• Instructions for the task:
Print the entries in full, word for word, but not the pictures.

━━━━━ Data ━━━━━

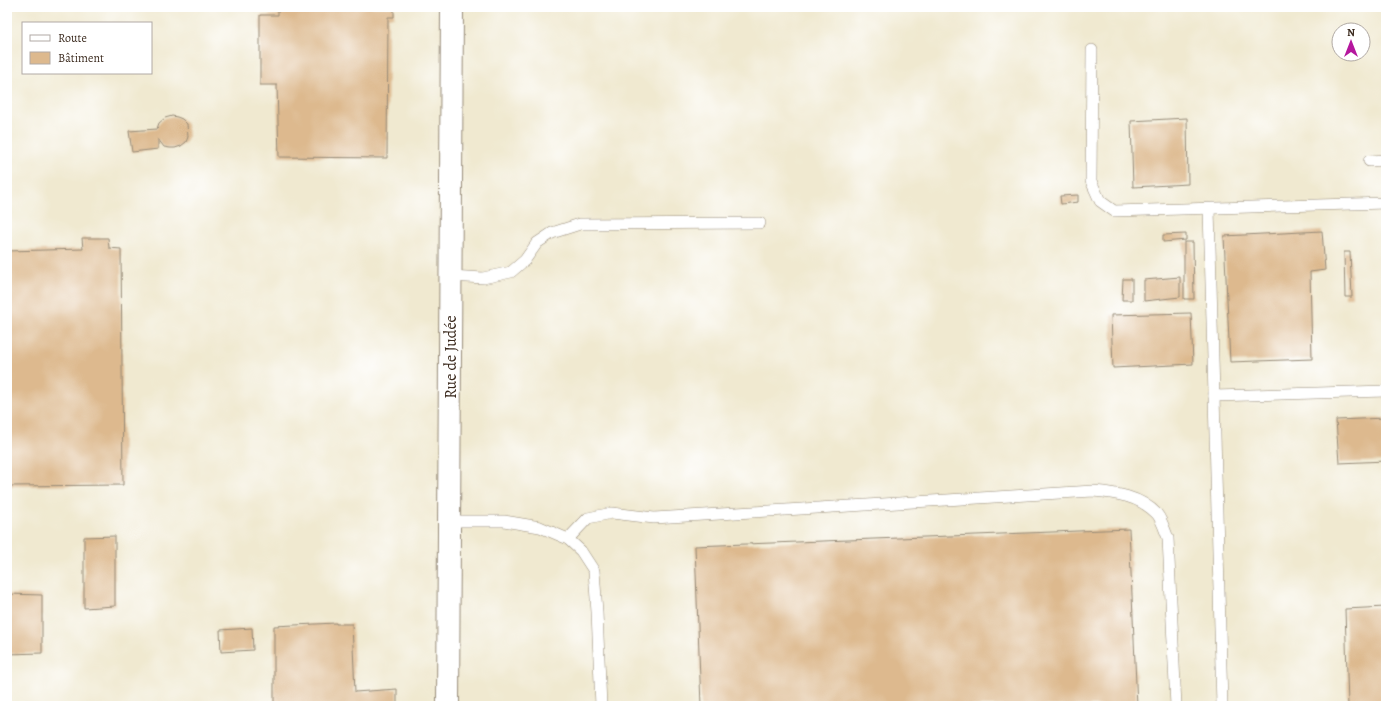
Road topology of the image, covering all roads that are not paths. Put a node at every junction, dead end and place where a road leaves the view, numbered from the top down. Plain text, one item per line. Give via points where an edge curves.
1 (452, 7) edge
2 (1092, 50) dead end
3 (1386, 160) edge
4 (1369, 161) dead end
5 (1386, 203) edge
6 (1209, 209) junction
7 (760, 223) dead end
8 (451, 276) junction
9 (1386, 391) edge
10 (1214, 396) junction
11 (449, 521) junction
12 (568, 539) junction
13 (448, 706) edge
14 (601, 706) edge
15 (1176, 706) edge
16 (1222, 706) edge

1 - 8 main road, Rue de Judée
2 - 6 lane via 1091,181 1100,201 1114,211
3 - 4 lane
5 - 6 lane
6 - 10 lane
7 - 8 lane via 580,224 552,233 537,243 525,260 511,272 483,278
8 - 11 main road, Rue de Judée
9 - 10 lane
10 - 16 lane
11 - 12 lane via 504,521 540,527
11 - 13 main road, Rue de Judée
12 - 14 lane via 581,551 594,571
12 - 15 lane via 588,518 612,513 654,518 1093,491 1117,493 1139,500 1158,515 1168,538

━━━━━

• Result:
Road topology of the image, covering all roads that are not paths. Put a node at every junction, dead end and place where a road leaves the view, numbered from the top down. Plain text, one item per line. Give via points where an edge curves.
1 (452, 7) edge
2 (1092, 50) dead end
3 (1386, 160) edge
4 (1369, 161) dead end
5 (1386, 203) edge
6 (1209, 209) junction
7 (760, 223) dead end
8 (451, 276) junction
9 (1386, 391) edge
10 (1214, 396) junction
11 (449, 521) junction
12 (568, 539) junction
13 (448, 706) edge
14 (601, 706) edge
15 (1176, 706) edge
16 (1222, 706) edge

1 - 8 main road, Rue de Judée
2 - 6 lane via 1091,181 1100,201 1114,211
3 - 4 lane
5 - 6 lane
6 - 10 lane
7 - 8 lane via 580,224 552,233 537,243 525,260 511,272 483,278
8 - 11 main road, Rue de Judée
9 - 10 lane
10 - 16 lane
11 - 12 lane via 504,521 540,527
11 - 13 main road, Rue de Judée
12 - 14 lane via 581,551 594,571
12 - 15 lane via 588,518 612,513 654,518 1093,491 1117,493 1139,500 1158,515 1168,538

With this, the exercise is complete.